WORK ORDER —
With no additions or omissions, print the listing that follows.
Start of MATERIAL TO PROCESS
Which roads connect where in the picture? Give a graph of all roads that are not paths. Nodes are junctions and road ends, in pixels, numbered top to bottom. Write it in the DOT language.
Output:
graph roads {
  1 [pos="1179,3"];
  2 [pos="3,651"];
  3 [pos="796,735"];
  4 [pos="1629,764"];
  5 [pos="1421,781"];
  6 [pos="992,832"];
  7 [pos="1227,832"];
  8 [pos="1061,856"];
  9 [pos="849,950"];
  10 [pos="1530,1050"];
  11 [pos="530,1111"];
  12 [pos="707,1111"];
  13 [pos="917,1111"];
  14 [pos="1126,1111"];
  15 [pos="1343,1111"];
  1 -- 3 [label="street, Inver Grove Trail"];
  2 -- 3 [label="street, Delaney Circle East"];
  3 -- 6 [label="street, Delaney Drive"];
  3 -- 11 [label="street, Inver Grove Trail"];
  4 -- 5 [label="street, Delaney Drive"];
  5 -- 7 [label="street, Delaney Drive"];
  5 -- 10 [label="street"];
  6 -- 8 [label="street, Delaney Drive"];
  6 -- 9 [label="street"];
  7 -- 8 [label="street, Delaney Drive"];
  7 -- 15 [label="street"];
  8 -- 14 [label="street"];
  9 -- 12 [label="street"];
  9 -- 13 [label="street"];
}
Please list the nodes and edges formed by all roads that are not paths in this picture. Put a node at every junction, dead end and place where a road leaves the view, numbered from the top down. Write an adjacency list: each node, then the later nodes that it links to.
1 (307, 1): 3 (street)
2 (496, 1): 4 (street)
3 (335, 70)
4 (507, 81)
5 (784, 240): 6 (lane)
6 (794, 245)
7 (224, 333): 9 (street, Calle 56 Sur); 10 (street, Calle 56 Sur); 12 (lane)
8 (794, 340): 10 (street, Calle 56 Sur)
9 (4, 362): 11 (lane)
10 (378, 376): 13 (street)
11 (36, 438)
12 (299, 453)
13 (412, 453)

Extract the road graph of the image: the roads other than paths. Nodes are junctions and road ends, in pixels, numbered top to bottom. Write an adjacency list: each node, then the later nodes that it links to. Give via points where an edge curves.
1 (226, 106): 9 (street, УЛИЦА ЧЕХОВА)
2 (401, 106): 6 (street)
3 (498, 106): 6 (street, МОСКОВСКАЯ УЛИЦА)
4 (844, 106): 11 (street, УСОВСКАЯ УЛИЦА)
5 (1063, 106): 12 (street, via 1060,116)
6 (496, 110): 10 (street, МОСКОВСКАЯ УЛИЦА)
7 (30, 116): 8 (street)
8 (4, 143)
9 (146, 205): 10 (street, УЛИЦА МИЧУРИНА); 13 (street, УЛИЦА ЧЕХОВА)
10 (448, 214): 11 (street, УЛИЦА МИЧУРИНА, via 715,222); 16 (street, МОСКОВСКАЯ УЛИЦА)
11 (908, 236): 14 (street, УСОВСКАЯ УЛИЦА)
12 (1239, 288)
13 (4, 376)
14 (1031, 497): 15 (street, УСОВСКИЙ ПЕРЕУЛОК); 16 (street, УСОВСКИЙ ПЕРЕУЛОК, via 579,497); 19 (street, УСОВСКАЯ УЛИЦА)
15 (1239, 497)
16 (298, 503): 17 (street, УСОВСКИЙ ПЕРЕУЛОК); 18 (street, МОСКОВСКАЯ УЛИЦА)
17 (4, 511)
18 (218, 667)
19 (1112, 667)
End of MATERIAL TO PROCESS
WORKED SOLUTION —
Which roads connect where in the picture? Give a graph of all roads that are not paths. Nodes are junctions and road ends, in pixels, numbered top to bottom. Write it in the DOT language.
Output:
graph roads {
  1 [pos="1179,3"];
  2 [pos="3,651"];
  3 [pos="796,735"];
  4 [pos="1629,764"];
  5 [pos="1421,781"];
  6 [pos="992,832"];
  7 [pos="1227,832"];
  8 [pos="1061,856"];
  9 [pos="849,950"];
  10 [pos="1530,1050"];
  11 [pos="530,1111"];
  12 [pos="707,1111"];
  13 [pos="917,1111"];
  14 [pos="1126,1111"];
  15 [pos="1343,1111"];
  1 -- 3 [label="street, Inver Grove Trail"];
  2 -- 3 [label="street, Delaney Circle East"];
  3 -- 6 [label="street, Delaney Drive"];
  3 -- 11 [label="street, Inver Grove Trail"];
  4 -- 5 [label="street, Delaney Drive"];
  5 -- 7 [label="street, Delaney Drive"];
  5 -- 10 [label="street"];
  6 -- 8 [label="street, Delaney Drive"];
  6 -- 9 [label="street"];
  7 -- 8 [label="street, Delaney Drive"];
  7 -- 15 [label="street"];
  8 -- 14 [label="street"];
  9 -- 12 [label="street"];
  9 -- 13 [label="street"];
}
Please list the nodes and edges formed by all roads that are not paths in this picture. Put a node at every junction, dead end and place where a road leaves the view, numbered from the top down. Write an adjacency list: each node, then the later nodes that it links to.
1 (307, 1): 3 (street)
2 (496, 1): 4 (street)
3 (335, 70)
4 (507, 81)
5 (784, 240): 6 (lane)
6 (794, 245)
7 (224, 333): 9 (street, Calle 56 Sur); 10 (street, Calle 56 Sur); 12 (lane)
8 (794, 340): 10 (street, Calle 56 Sur)
9 (4, 362): 11 (lane)
10 (378, 376): 13 (street)
11 (36, 438)
12 (299, 453)
13 (412, 453)

Extract the road graph of the image: the roads other than paths. Nodes are junctions and road ends, in pixels, numbered top to bottom. Write an adjacency list: each node, then the later nodes that it links to. Give via points where an edge curves.
1 (226, 106): 9 (street, УЛИЦА ЧЕХОВА)
2 (401, 106): 6 (street)
3 (498, 106): 6 (street, МОСКОВСКАЯ УЛИЦА)
4 (844, 106): 11 (street, УСОВСКАЯ УЛИЦА)
5 (1063, 106): 12 (street, via 1060,116)
6 (496, 110): 10 (street, МОСКОВСКАЯ УЛИЦА)
7 (30, 116): 8 (street)
8 (4, 143)
9 (146, 205): 10 (street, УЛИЦА МИЧУРИНА); 13 (street, УЛИЦА ЧЕХОВА)
10 (448, 214): 11 (street, УЛИЦА МИЧУРИНА, via 715,222); 16 (street, МОСКОВСКАЯ УЛИЦА)
11 (908, 236): 14 (street, УСОВСКАЯ УЛИЦА)
12 (1239, 288)
13 (4, 376)
14 (1031, 497): 15 (street, УСОВСКИЙ ПЕРЕУЛОК); 16 (street, УСОВСКИЙ ПЕРЕУЛОК, via 579,497); 19 (street, УСОВСКАЯ УЛИЦА)
15 (1239, 497)
16 (298, 503): 17 (street, УСОВСКИЙ ПЕРЕУЛОК); 18 (street, МОСКОВСКАЯ УЛИЦА)
17 (4, 511)
18 (218, 667)
19 (1112, 667)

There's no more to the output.